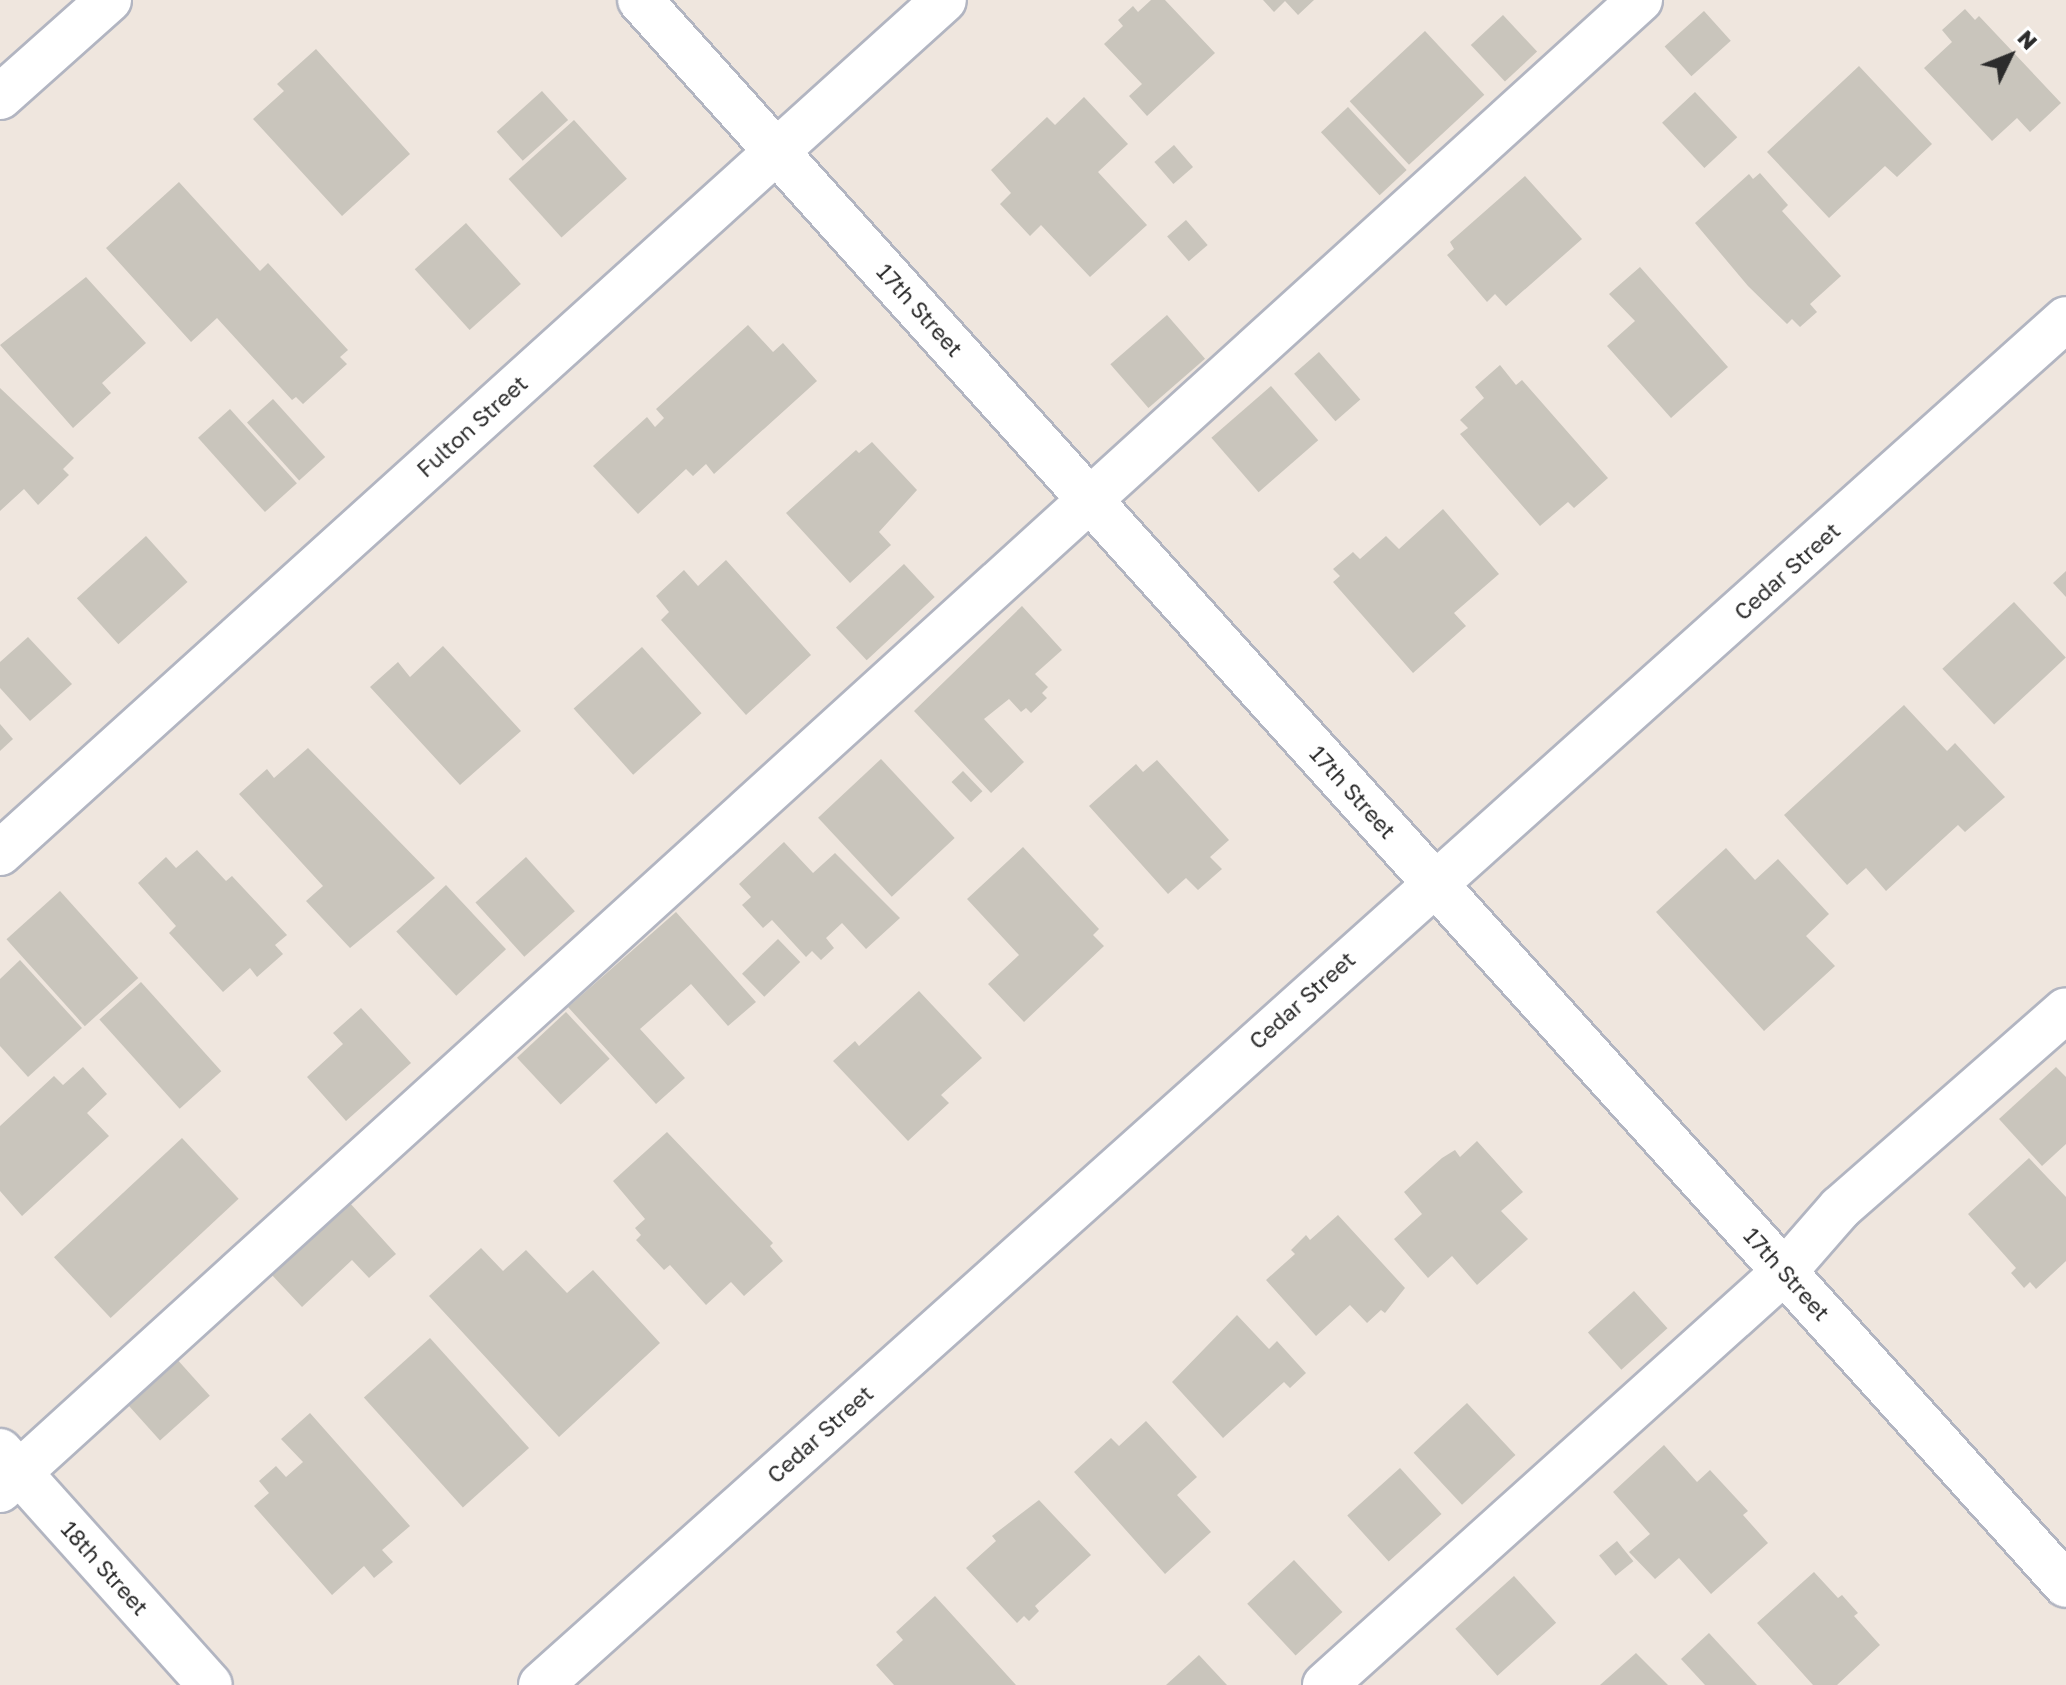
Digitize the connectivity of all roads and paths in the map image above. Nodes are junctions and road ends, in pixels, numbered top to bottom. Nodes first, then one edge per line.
1 (109, 0) edge
2 (640, 0) edge
3 (944, 0) edge
4 (1640, 0) edge
5 (0, 97) edge
6 (776, 151) junction
7 (2066, 319) edge
8 (1090, 499) junction
9 (0, 853) edge
10 (1434, 882) junction
11 (2066, 1010) edge
12 (1785, 1271) junction
13 (6, 1471) edge
14 (2066, 1585) edge
15 (210, 1685) edge
16 (541, 1685) edge
17 (1325, 1685) edge

1 - 5 street
2 - 6 street, 17th Street
3 - 6 street, Fulton Street
4 - 8 street
6 - 8 street, 17th Street
6 - 9 street, Fulton Street
7 - 10 street, Cedar Street
8 - 10 street, 17th Street
8 - 13 street
10 - 12 street, 17th Street
10 - 16 street, Cedar Street
11 - 12 street
12 - 14 street, 17th Street
12 - 17 street
13 - 15 street, 18th Street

========

• AIM OF THE TASK
Everything in the entries above except the pictures should be given again exactly.

• TASK OUTPUT
Digitize the connectivity of all roads and paths in the map image above. Nodes are junctions and road ends, in pixels, numbered top to bottom. Nodes first, then one edge per line.
1 (109, 0) edge
2 (640, 0) edge
3 (944, 0) edge
4 (1640, 0) edge
5 (0, 97) edge
6 (776, 151) junction
7 (2066, 319) edge
8 (1090, 499) junction
9 (0, 853) edge
10 (1434, 882) junction
11 (2066, 1010) edge
12 (1785, 1271) junction
13 (6, 1471) edge
14 (2066, 1585) edge
15 (210, 1685) edge
16 (541, 1685) edge
17 (1325, 1685) edge

1 - 5 street
2 - 6 street, 17th Street
3 - 6 street, Fulton Street
4 - 8 street
6 - 8 street, 17th Street
6 - 9 street, Fulton Street
7 - 10 street, Cedar Street
8 - 10 street, 17th Street
8 - 13 street
10 - 12 street, 17th Street
10 - 16 street, Cedar Street
11 - 12 street
12 - 14 street, 17th Street
12 - 17 street
13 - 15 street, 18th Street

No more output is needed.